Down the stairs. Down, down. The descent into madness as well as Hell had begun. Nothing but a pit of darkness to engulf her the moment she slipped and fell into its ebony arms. Suddenly the trip up the steps ceased to be of any importance. Only down meant anything to her now.

Third floor.

Yesterday had been the day to end all days. It had started off fantastic. To her utter delight, Anne had awoken with pleasant tingles tickling her insides. For the first time in years she had let all her inhibitions go flying out the window—Roger’s bedroom window. For one morning she had let herself live again, let herself feel again and let herself have fun again. Only to ruin it later.

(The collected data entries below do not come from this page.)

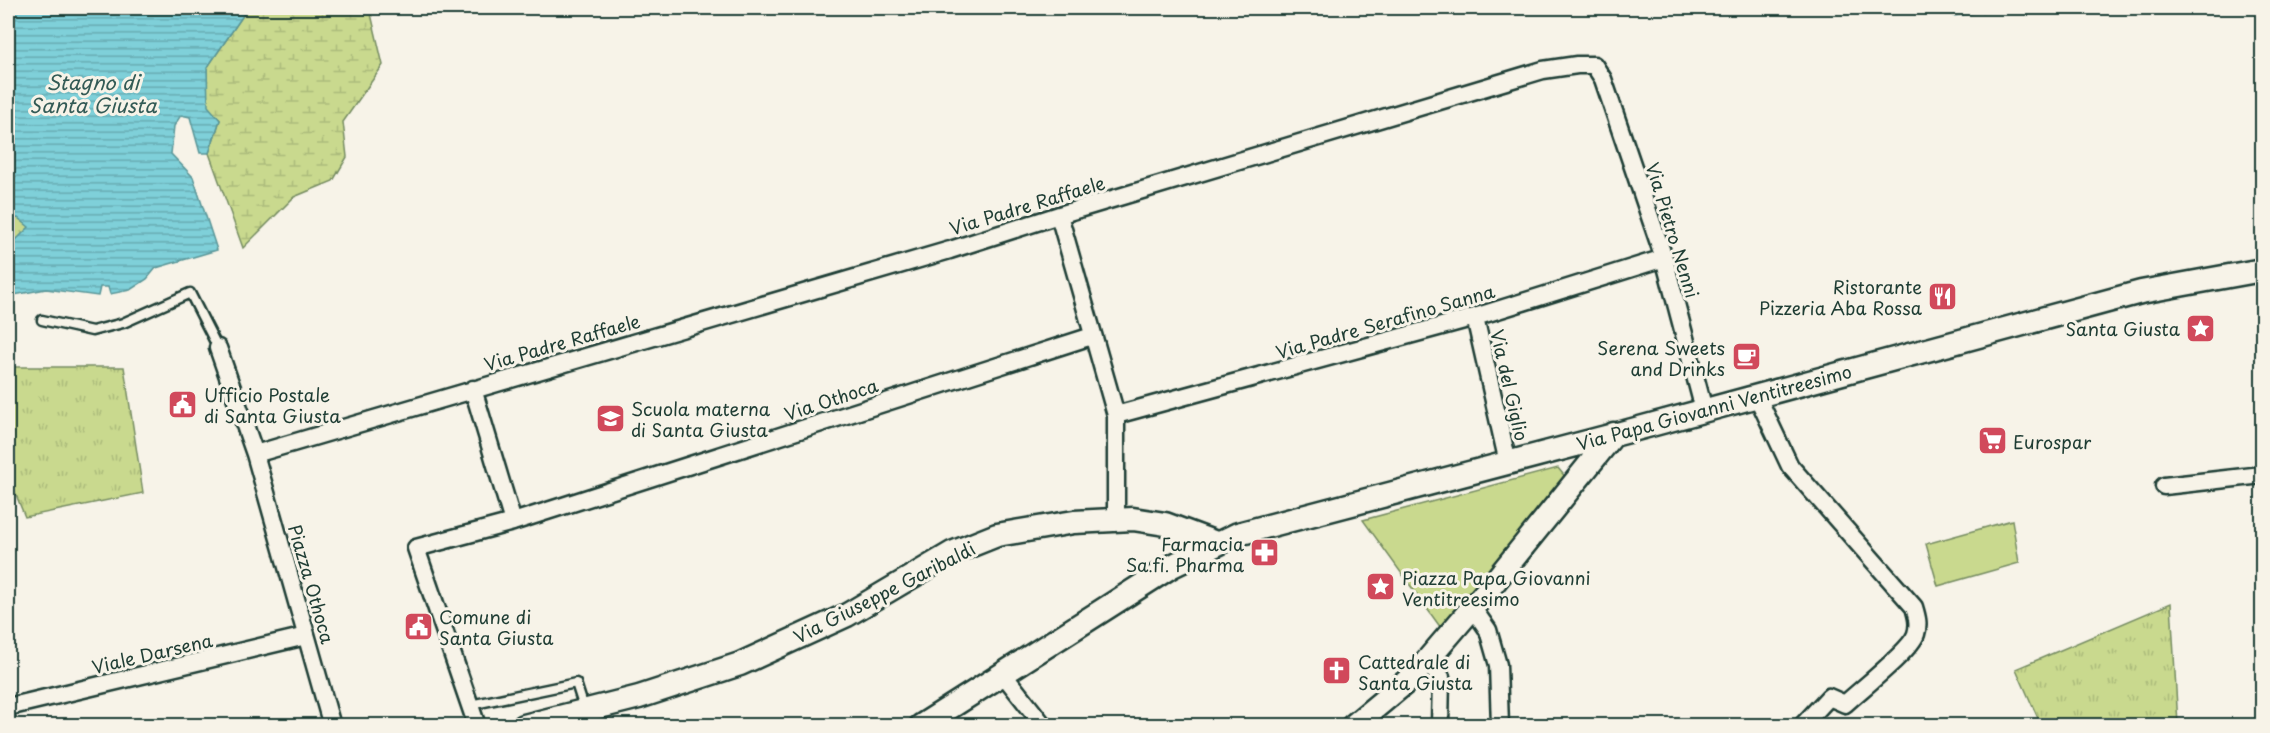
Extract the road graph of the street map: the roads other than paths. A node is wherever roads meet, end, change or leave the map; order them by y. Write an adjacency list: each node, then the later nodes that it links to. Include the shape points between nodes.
1 (1594, 65): 2 (street, Via Padre Raffaele, via 1542,70); 3 (street, Via Pietro Nenni, via 1604,79)
2 (1059, 215): 7 (street); 9 (street, Via Padre Raffaele)
3 (1664, 258): 5 (street, Via Padre Serafino Sanna); 11 (street, Via Pietro Nenni)
4 (2262, 270): 10 (main road, Via Papa Giovanni Ventitreesimo, via 2141,292)
5 (1475, 317): 12 (street, Via Padre Serafino Sanna); 15 (street, Via del Giglio)
6 (42, 320): 8 (lane, via 92,331 123,323 190,293)
7 (1092, 336): 12 (street); 19 (street, Via Othoca)
8 (218, 348): 14 (street, Piazza Othoca)
9 (473, 388): 14 (street); 19 (street)
10 (1756, 396): 11 (main road, Via Papa Giovanni Ventitreesimo); 38 (street, via 1790,466 1914,607 1918,621 1916,637 1845,704 1829,697)
11 (1704, 410): 13 (main road, Via Papa Giovanni Ventitreesimo)
12 (1116, 415): 18 (street)
13 (1614, 434): 15 (main road, Via Papa Giovanni Ventitreesimo); 23 (main road)
14 (255, 454): 24 (street, Piazza Othoca)
15 (1508, 463): 21 (main road, Via Papa Giovanni Ventitreesimo)
16 (2262, 476): 17 (street)
17 (2164, 486)
18 (1116, 519): 20 (main road, Via Giuseppe Garibaldi); 29 (main road, Via Giuseppe Garibaldi, via 997,535 952,553 848,615 740,664 639,697)
19 (513, 522): 27 (street, via 416,548)
20 (1165, 524): 21 (main road, Via Giuseppe Garibaldi); 22 (main road, via 1176,549)
21 (1216, 543): 22 (main road, Via Papa Giovanni Ventitreesimo)
22 (1172, 567): 26 (main road, Via Papa Giovanni Ventitreesimo)
23 (1472, 607): 25 (main road); 37 (street, via 1488,630 1498,665)
24 (306, 636): 28 (street, Viale Darsena); 30 (street, Piazza Othoca)
25 (1425, 663): 35 (main road); 36 (street, via 1441,677)
26 (1003, 674): 33 (main road, Via Papa Giovanni Ventitreesimo); 34 (street)
27 (470, 705): 29 (lane, via 576,683); 31 (street)
28 (8, 707)
29 (584, 710): 32 (main road, Via Giuseppe Garibaldi)
30 (332, 726)
31 (477, 726)
32 (524, 726)
33 (921, 726)
34 (1044, 726)
35 (1353, 726)
36 (1440, 726)
37 (1500, 726)
38 (1802, 726)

As the day progressed, Anne had bought the card and poured her heart out—as much as she was willing to let out—into its paper boundaries. Anne thought that just because she cared that was going to be enough for both of them. But enough is never enough. She thought she didn’t need love to make things with Roger work. She thought that so long as they had fun together, they could be together.

Naturally, Anne had been wrong.

Anne had learned the hard way—yet again—that relationships don’t always pan our to be the way she wanted them to be. Apparently, Roger had found that out, too.

Second floor.

Tuesday had been the magic day. The only day in Anne’s book where everything went right. That had been the day of the amazing shopping extravaganza on which she had gone, where Anne had bought the silver dress that now hung lifelessly in her bedroom closet. Certainly shopping on Fifth Avenue had been an experience that changed her view of life for the better.

Then came the twilight/moonlight dinner in Central Park. Roger had literally appeared from the shadows dressed like the Prince Charming of her sweet dreams. The slayer could still recall how handsome he looked, could still taste his chocolate eyes. She, herself, felt like a princess in her gown. Everything was perfect down to the minutest details.

What she most clearly remembered was the conversation. Anne had never in HER life let someone know so much about her past, her present, her thoughts on the future. She had let Roger know things only Buffy’s closet friends would know, stuff maybe even some of them didn’t. And as for Roger, as far as Anne could tell, he had done the same. The slayer had never thought it possible to share such things with anyone but the Sunnydale Scooby Gang; however, she’d been wrong again. In Roger, she had found a confidant and a good listener and someone who cared. That night had just brought out the best in both of them.

First floor.

Monday, three days ago—the day that everything had gone wrong—was the lone day that had changed her life permanently, almost as much as being the slayer had. That had been the worst day of her lifetime, yet conversely, the best. Roger Winters (at that time, Hogan Vlinters) had entered her existence with a bump and a shower of papers. They hadn’t exactly started out on the right foot; in fact, they hadn’t even been on any feet what they met. The pair had exchanged a few harsh words, then went their own ways, thinking—or rather hoping—that they would never meet again.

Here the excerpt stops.